The diagram below contrasts the traditional hot/warm node architecture based on direct-attached storage to the new hot/frozen disaggregated architecture.

A hot/warm elasticsearch cluster traditionally uses performant flash storage for the hot tier with slower and cheaper spinning disks for the warm tier. The hot tier provides good ingest performance, which itself is an IO intensive workload due to translog writes and periodic Lucene segment merges. The warm tier trades query performance for lower-cost data retention. Larger datasets require increasing node counts, adding more compute, memory, and storage. Higher node counts adds to operational complexity due to more frequent rebalances and longer upgrade cycles. As an example of operational overhead, to increase retention requires not only adding more warm nodes but also rebalancing shards in order to take advantage of that new storage.
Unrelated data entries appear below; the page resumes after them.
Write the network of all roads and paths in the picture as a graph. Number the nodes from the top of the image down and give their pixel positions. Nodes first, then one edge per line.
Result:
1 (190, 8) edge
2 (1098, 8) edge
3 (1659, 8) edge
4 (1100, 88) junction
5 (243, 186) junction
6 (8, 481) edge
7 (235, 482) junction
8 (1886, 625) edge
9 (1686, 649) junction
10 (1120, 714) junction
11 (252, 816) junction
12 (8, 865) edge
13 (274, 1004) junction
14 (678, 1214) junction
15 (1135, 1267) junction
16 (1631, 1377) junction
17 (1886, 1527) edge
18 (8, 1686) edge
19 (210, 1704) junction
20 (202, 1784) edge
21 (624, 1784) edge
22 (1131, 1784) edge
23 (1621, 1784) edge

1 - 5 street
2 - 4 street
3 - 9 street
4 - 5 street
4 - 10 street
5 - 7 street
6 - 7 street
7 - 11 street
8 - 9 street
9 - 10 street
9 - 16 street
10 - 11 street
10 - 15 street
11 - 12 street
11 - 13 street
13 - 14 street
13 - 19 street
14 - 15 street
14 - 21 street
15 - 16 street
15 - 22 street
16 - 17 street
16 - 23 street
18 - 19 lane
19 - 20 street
In contrast, the Frozen Tier disaggregates of compute and storage for the non-hot data; the hot tier stays the same but now historical data is moved to an object store such as the FlashBlade. This application-aware disaggregation simplifies elasticsearch in the following ways:

Replica shards are not needed on the frozen tier anymore because the object store is responsible for ensuring data durability and reliability. This at least halves the actual storage required.
Fewer frozen nodes are needed because now node count sizing is done for query performance instead of fitting physical drives in servers to meet capacity requirements.
Frozen nodes are lightweight, meaning that scaling operations and node failures are now effectively no-ops because Frozen Tier rebalancing simply update pointers to the data on the object store.
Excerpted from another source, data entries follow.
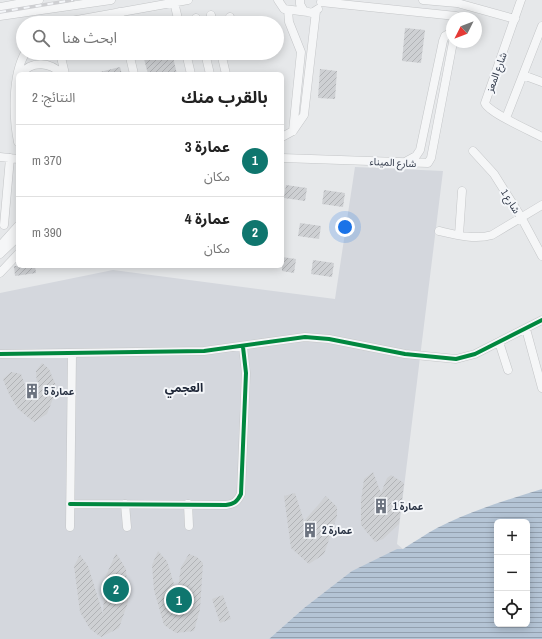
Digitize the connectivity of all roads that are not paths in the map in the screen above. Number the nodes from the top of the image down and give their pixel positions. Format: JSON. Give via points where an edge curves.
{"nodes":[{"id":1,"x":39,"y":0,"type":"edge"},
{"id":2,"x":111,"y":0,"type":"edge"},
{"id":3,"x":188,"y":0,"type":"edge"},
{"id":4,"x":278,"y":0,"type":"edge"},
{"id":5,"x":300,"y":0,"type":"edge"},
{"id":6,"x":423,"y":0,"type":"edge"},
{"id":7,"x":521,"y":0,"type":"edge"},
{"id":8,"x":321,"y":1,"type":"edge"},
{"id":9,"x":174,"y":2,"type":"junction"},
{"id":10,"x":457,"y":2,"type":"edge"},
{"id":11,"x":0,"y":6,"type":"edge"},
{"id":12,"x":288,"y":10,"type":"junction"},
{"id":13,"x":119,"y":12,"type":"junction"},
{"id":14,"x":312,"y":12,"type":"junction"},
{"id":15,"x":456,"y":12,"type":"edge"},
{"id":16,"x":0,"y":16,"type":"edge"},
{"id":17,"x":98,"y":16,"type":"edge"},
{"id":18,"x":120,"y":16,"type":"edge"},
{"id":19,"x":177,"y":16,"type":"edge"},
{"id":20,"x":446,"y":16,"type":"edge"},
{"id":21,"x":514,"y":19,"type":"junction"},
{"id":22,"x":542,"y":26,"type":"edge"},
{"id":23,"x":446,"y":35,"type":"edge"},
{"id":24,"x":452,"y":48,"type":"edge"},
{"id":25,"x":301,"y":52,"type":"junction"},
{"id":26,"x":311,"y":53,"type":"junction"},
{"id":27,"x":23,"y":60,"type":"edge"},
{"id":28,"x":61,"y":60,"type":"edge"},
{"id":29,"x":131,"y":60,"type":"edge"},
{"id":30,"x":188,"y":60,"type":"edge"},
{"id":31,"x":207,"y":60,"type":"edge"},
{"id":32,"x":225,"y":60,"type":"edge"},
{"id":33,"x":19,"y":72,"type":"edge"},
{"id":34,"x":24,"y":72,"type":"edge"},
{"id":35,"x":60,"y":72,"type":"edge"},
{"id":36,"x":63,"y":72,"type":"edge"},
{"id":37,"x":134,"y":72,"type":"edge"},
{"id":38,"x":191,"y":72,"type":"edge"},
{"id":39,"x":210,"y":72,"type":"edge"},
{"id":40,"x":226,"y":72,"type":"edge"},
{"id":41,"x":523,"y":75,"type":"junction"},
{"id":42,"x":542,"y":82,"type":"edge"},
{"id":43,"x":506,"y":118,"type":"junction"},
{"id":44,"x":293,"y":131,"type":"junction"},
{"id":45,"x":284,"y":136,"type":"edge"},
{"id":46,"x":542,"y":137,"type":"edge"},
{"id":47,"x":473,"y":152,"type":"dead end"},
{"id":48,"x":0,"y":157,"type":"edge"},
{"id":49,"x":284,"y":158,"type":"edge"},
{"id":50,"x":14,"y":159,"type":"edge"},
{"id":51,"x":404,"y":162,"type":"junction"},
{"id":52,"x":462,"y":191,"type":"dead end"},
{"id":53,"x":542,"y":205,"type":"edge"},
{"id":54,"x":521,"y":217,"type":"junction"},
{"id":55,"x":4,"y":225,"type":"dead end"},
{"id":56,"x":16,"y":228,"type":"edge"},
{"id":57,"x":439,"y":231,"type":"dead end"},
{"id":58,"x":459,"y":235,"type":"junction"},
{"id":59,"x":16,"y":239,"type":"edge"},
{"id":60,"x":0,"y":246,"type":"edge"},
{"id":61,"x":0,"y":254,"type":"edge"},
{"id":62,"x":16,"y":256,"type":"edge"},
{"id":63,"x":542,"y":256,"type":"edge"},
{"id":64,"x":0,"y":273,"type":"edge"},
{"id":65,"x":542,"y":320,"type":"edge"},
{"id":66,"x":526,"y":329,"type":"junction"},
{"id":67,"x":499,"y":342,"type":"junction"},
{"id":68,"x":243,"y":347,"type":"junction"},
{"id":69,"x":72,"y":353,"type":"junction"},
{"id":70,"x":0,"y":354,"type":"edge"},
{"id":71,"x":508,"y":370,"type":"dead end"},
{"id":72,"x":542,"y":388,"type":"edge"},
{"id":73,"x":70,"y":504,"type":"junction"},
{"id":74,"x":126,"y":504,"type":"junction"},
{"id":75,"x":188,"y":504,"type":"junction"},
{"id":76,"x":189,"y":526,"type":"dead end"},
{"id":77,"x":70,"y":527,"type":"dead end"},
{"id":78,"x":127,"y":527,"type":"dead end"}],
"edges":[{"from":1,"to":11,"type":"street"},
{"from":2,"to":16,"type":"street"},
{"from":3,"to":9,"type":"street"},
{"from":4,"to":12,"type":"street","via":[[281,7]]},
{"from":5,"to":14,"type":"street","via":[[302,8]]},
{"from":6,"to":10,"type":"street"},
{"from":7,"to":21,"type":"street","name":"شارع المعز"},
{"from":8,"to":14,"type":"street","via":[[319,9]]},
{"from":8,"to":20,"type":"street"},
{"from":9,"to":13,"type":"street"},
{"from":9,"to":19,"type":"street"},
{"from":10,"to":15,"type":"street"},
{"from":10,"to":21,"type":"street"},
{"from":12,"to":14,"type":"street"},
{"from":12,"to":25,"type":"street","via":[[289,22]]},
{"from":13,"to":17,"type":"street"},
{"from":13,"to":18,"type":"street"},
{"from":14,"to":26,"type":"street"},
{"from":21,"to":43,"type":"street","name":"شارع المعز","via":[[485,102],[487,107]]},
{"from":22,"to":41,"type":"street"},
{"from":23,"to":51,"type":"street","via":[[442,41],[420,150],[416,156]]},
{"from":24,"to":51,"type":"street","name":"شارع الميناء","via":[[430,161],[426,164]]},
{"from":25,"to":26,"type":"street"},
{"from":25,"to":44,"type":"street"},
{"from":26,"to":44,"type":"street","via":[[304,115]]},
{"from":27,"to":33,"type":"street"},
{"from":28,"to":36,"type":"street"},
{"from":29,"to":37,"type":"street"},
{"from":30,"to":38,"type":"street"},
{"from":31,"to":39,"type":"street"},
{"from":32,"to":40,"type":"street"},
{"from":34,"to":35,"type":"street","via":[[29,67],[46,64]]},
{"from":41,"to":42,"type":"street"},
{"from":41,"to":43,"type":"street"},
{"from":43,"to":46,"type":"street","name":"شارع المعز"},
{"from":44,"to":45,"type":"street"},
{"from":47,"to":54,"type":"street","name":"شارع 1","via":[[494,174]]},
{"from":48,"to":50,"type":"street"},
{"from":49,"to":51,"type":"street","name":"شارع الميناء"},
{"from":50,"to":55,"type":"street"},
{"from":52,"to":58,"type":"street"},
{"from":53,"to":54,"type":"street"},
{"from":54,"to":58,"type":"street","via":[[492,235]]},
{"from":54,"to":63,"type":"street","name":"شارع 1"},
{"from":56,"to":60,"type":"street"},
{"from":57,"to":58,"type":"street"},
{"from":59,"to":61,"type":"street"},
{"from":62,"to":64,"type":"street"},
{"from":65,"to":66,"type":"street"},
{"from":66,"to":67,"type":"street"},
{"from":66,"to":72,"type":"street"},
{"from":67,"to":68,"type":"street","via":[[465,358],[446,359],[315,337],[292,337]]},
{"from":67,"to":71,"type":"street"},
{"from":68,"to":69,"type":"street","via":[[204,351]]},
{"from":68,"to":75,"type":"street","via":[[246,373],[241,494],[238,501],[233,504]]},
{"from":69,"to":70,"type":"street"},
{"from":69,"to":73,"type":"street"},
{"from":73,"to":74,"type":"street"},
{"from":73,"to":77,"type":"street"},
{"from":74,"to":75,"type":"street"},
{"from":74,"to":78,"type":"street"},
{"from":75,"to":76,"type":"street"}]}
An Elastic Frozen Tier significantly lowers costs at scale by reducing the number of data nodes needed and operational complexity by limiting the amount of data that needs to be rebalanced when scaling or handling node failures. Further, the hot and frozen nodes can coexist on the same physical servers, as shown in the diagram above, because Frozen Tier data reliability is handled by the object store and not the local server.

The pipeline architecture evaluated here builds on my previously presented disaggregated log analytics pipeline, which includes a very similar disaggregation of Confluent Kafka with Tiered Storage.

Configuring a Frozen Tier

There are two main steps to configure and use a Frozen Tier: first, create a snapshot repository backed by S3, and second, configure an index lifecycle policy with a Frozen Tier backed by that snapshot repository. The steps below configure everything using Kubernetes and Elastic Cloud for Kubernetes though they can be configured in any Elastic deployment model.

Configure snapshot repository

The first step is to configure a snapshot repository on S3 object storage, identical as if configuring a standard snapshot repository used for backup purposes.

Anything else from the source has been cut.